When the sugary pulp of the fruit is consumed by microbes in a contained environment, the seeds go through changes that result in a more complex and delicious flavor.
Cheney and his business partner, musician and gastronomist Nate Hodge, founded Raaka, which means raw in Finnish, in 2010.
Among the company’s innovative products are Bourbon Cask Aged Chocolate, which has a bourbon-like edge to it without containing alcohol.
The company also makes one of its chocolates by steaming cocoa beans in Cabernet Sauvignon. Other bars have such exotic names as Pink Sea Salt, Green Tea Crunch, Rose Cardamom and Bananas Foster.
The company also manufactures bars without cane sugar, including 100% Cacao & Blueberry, 100% Cacao & Coconut Swirl, Yacón Root, Oat Milk, Triple Coconut, Coconut Sugar, Maple & Nibs, and Golden Milk.
“We make every bar from scratch with unroasted cacao beans, sourced from growers we trust and admire.

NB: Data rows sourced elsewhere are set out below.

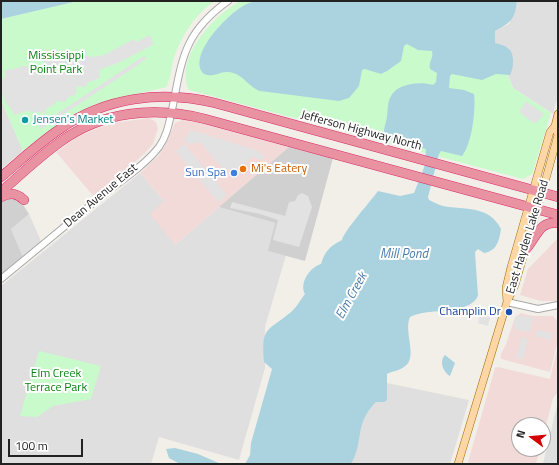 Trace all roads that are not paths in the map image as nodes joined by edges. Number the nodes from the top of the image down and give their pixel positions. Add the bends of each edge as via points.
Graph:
1 (228, 1) edge
2 (175, 96) junction
3 (171, 112) junction
4 (558, 114) edge
5 (556, 127) edge
6 (1, 177) edge
7 (1, 192) edge
8 (1, 197) edge
9 (558, 197) edge
10 (24, 200) dead end
11 (535, 200) junction
12 (558, 215) edge
13 (558, 223) edge
14 (525, 250) junction
15 (1, 279) edge
16 (507, 302) junction
17 (558, 305) edge
18 (458, 464) edge

1 - 2 street, Dean Avenue East via 201,24 189,43 181,61
2 - 3 street, Dean Avenue East
2 - 6 highway, Jefferson Highway North via 157,96 114,103 80,116 49,137
2 - 11 highway, Jefferson Highway North via 215,103 438,164
3 - 7 highway, Jefferson Highway North via 122,115 88,126 60,142
3 - 11 highway, Jefferson Highway North via 212,120 433,181
3 - 15 street, Dean Avenue East via 164,139 150,155
4 - 5 main road, East Hayden Lake Road
5 - 11 main road, East Hayden Lake Road via 558,136
8 - 10 highway via 15,194
9 - 11 highway, Jefferson Highway North
11 - 12 highway, Jefferson Highway North
11 - 14 main road, East Hayden Lake Road
11 - 16 main road, East Hayden Lake Road via 506,288
13 - 14 highway via 545,224
14 - 16 main road, East Hayden Lake Road
16 - 17 street via 538,309
16 - 18 main road, East Hayden Lake Road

It takes an entire village of individuals, literally stretching across cultures and continents, to make every delicious bar,” Cheney, whose beans are imported from small, independent growers in Peru, Tanzania and the Dominican Republic, tells questsin.
For example, there’s the La Cooperativa Agraria Cafetelera Pangoa, a bustling farmer-owned cooperative with over 700 members spread out across the Junín region of Peru.
Another cacao farm is located within Reserva Zorzal, a 1,019-acre bird sanctuary in the Duarte Province of the Dominican Republic, which works to fight climate change and deforestation through the preservation of a tiny songbird called Bicknell’s Thrush.
Once harvested, the beans all come to Raaka’s headquarters, located in a 4,000-square-foot, former metalworking factory in the Red Hook section of Brooklyn, where they’re made into chocolate bars. The company also conducts tours for those interested in the fascinating, start-to-finish process.
It’s a complex operation. For instance, the Raaka Bourbon Cask Aged Organic Dark Chocolate Bar, which contains 82 percent cacao, is made by cracking Bolivian cacao beans into cacao nibs, then aging the nibs in empty Berkshire Mountain Distilling bourbon barrels for four weeks.
And while they’re not cheap – single bars cost $6 and gift subscriptions start at $75 — they contain none of the unwanted ingredients usually found in mass market chocolates, including high fructose corn syrup, trans fats and artificial flavors and colors.
Chocolate aficionados have been impressed.
Bryn Kirk, of the popular Chocolate University Online website, wrote of Raaka’s Bourbon Cask Aged bar, “There are so many flavors that fly around the mouth, your brain has a hard time keeping up! … I’m a chocolate lover that’s just been taken to a new level of chocolate pleasure!”
And reviews like those are music to Cheney’s ears, who sees chocolate as not only a delight, but a true friend of your health.